Ken kjgraham@ucdavis.edu
Mon, 15 Jul 2002 13:29:12 -0700


A little background on what I'm trying to do will make things clearer.

Fortunately for this specific application I am working with bacterial genomes 
(2 different strains of the same species) but I know that I'll want to keep 
everything as general as possible (Human genome applications are right around 
the corner).

The overall goal is to design PCR primers that will amplify a gene in both 
stains (if it is present in both strains). And not amplify other genes.

I have results from one strain BLASTed against itself and the other strain 
for every gene. Obviously the first hit in each report is the gene itself. 
Then the same gene if it is present in the other strain. And finally other 
genes in either strain that produce a hit. 
I need to know how closely, and where, the other strain matches on a gene by 
gene basis. 

I've got the basic code working, more or less in this order;  design primers 
for gene in species A, read in BLAST report, find mismatches in species B, 
find matches on other genes (not to amplify), list primers that are in both 
species but not in other genes.
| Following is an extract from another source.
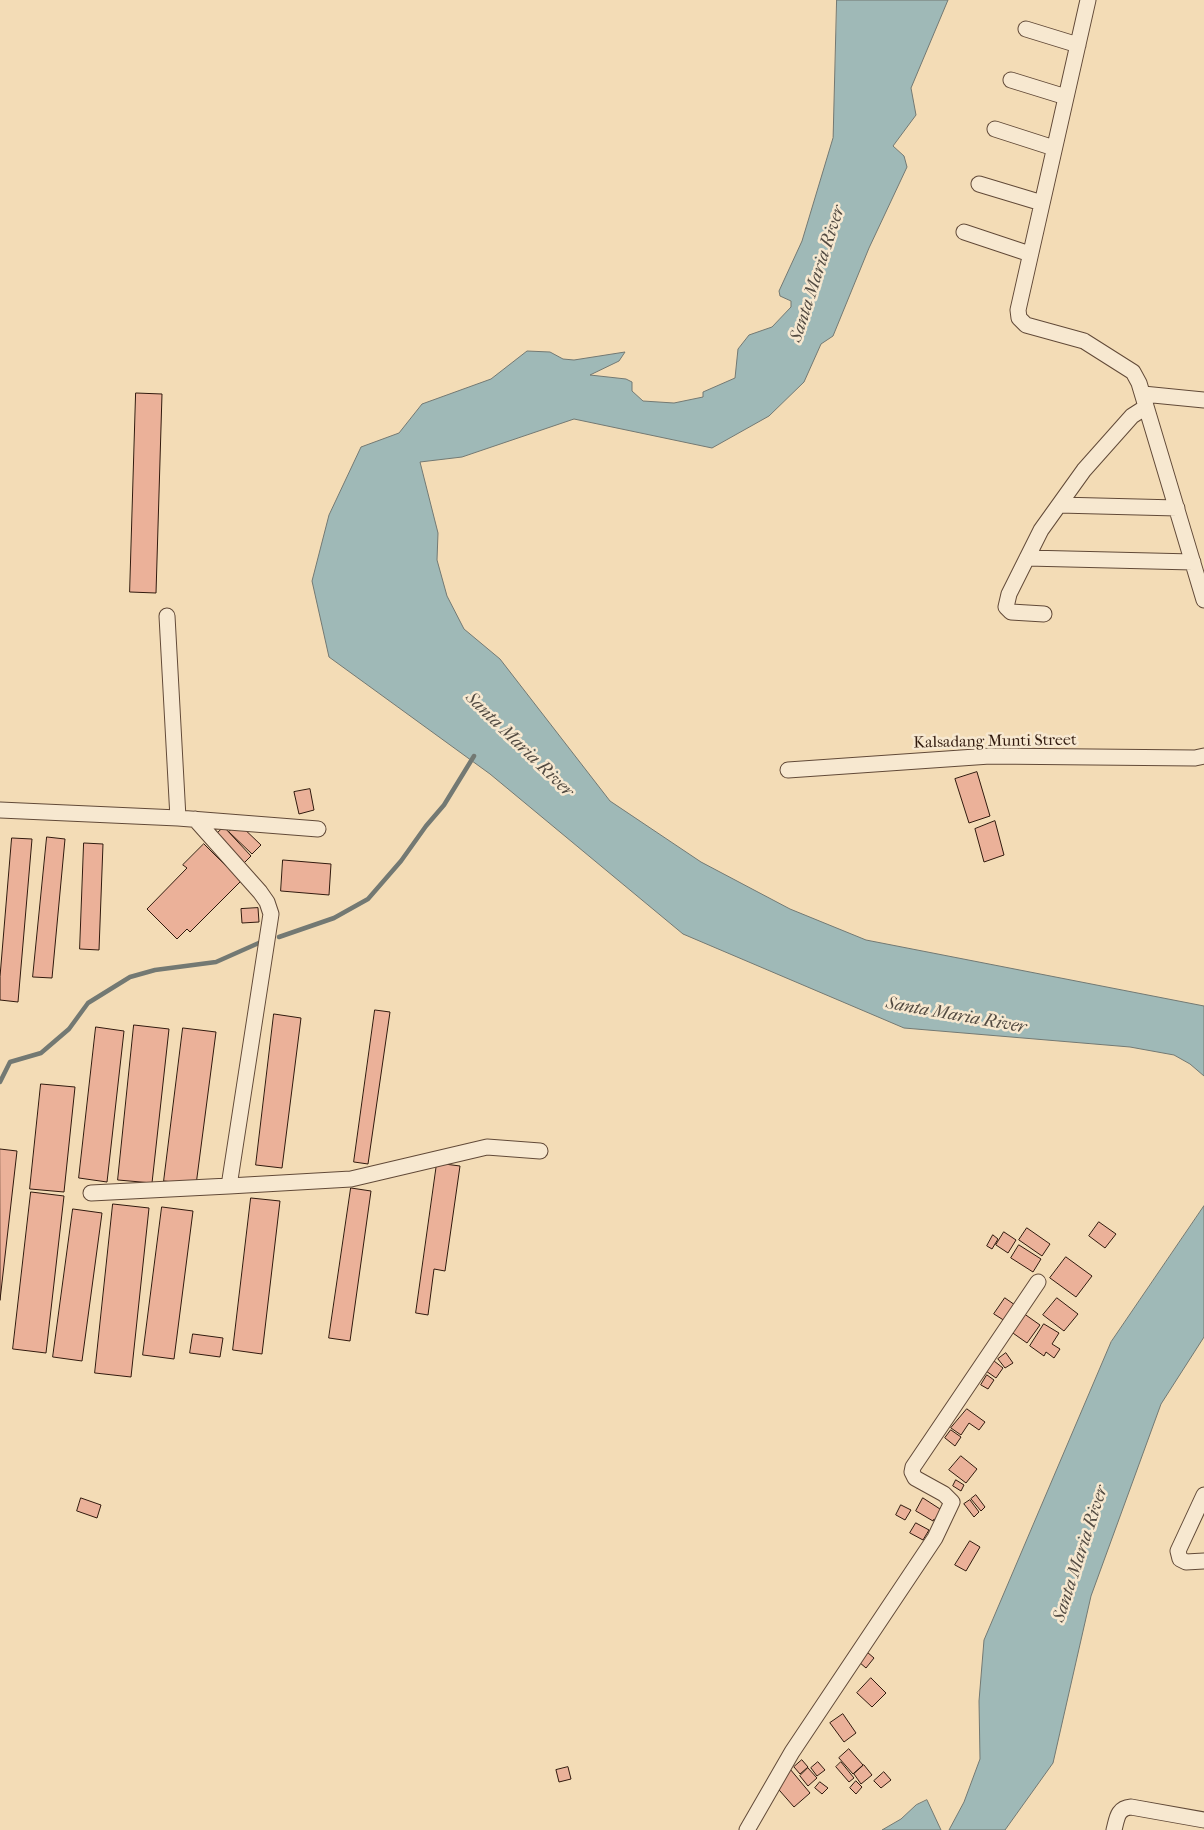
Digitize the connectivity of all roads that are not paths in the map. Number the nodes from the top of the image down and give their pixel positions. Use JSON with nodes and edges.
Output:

This works if everthing is simple. 

But now I'm working on the gory details such as, a hit (possibly the gene in 
question) in the other species that has gaps reported as separate HSPs. I 
want to treat the individual HSPs as one entity for purposes of this 
application.

In response to Brian's post regarding if I want the entire hit or the 
sequence that matches the query. For well annontated bacterial genomes I can 
work with the hit. However, your point about a hit potentially being 5 Mb is 
right. I'm not at that point yet but I probably will be sooner than I expect. 
We're starting to look at some human gene families and I'm just now getting 
used to the annotations and biology of the human genome (I'm used to S. 
cervisiae and bacteria).

So I guess my question is, I want to find the easiest/best way to work with 
the HSPs of a hit as a single entity. What objects would you recommend I use?
Sorry for the length of this post.
Thanks again,
Ken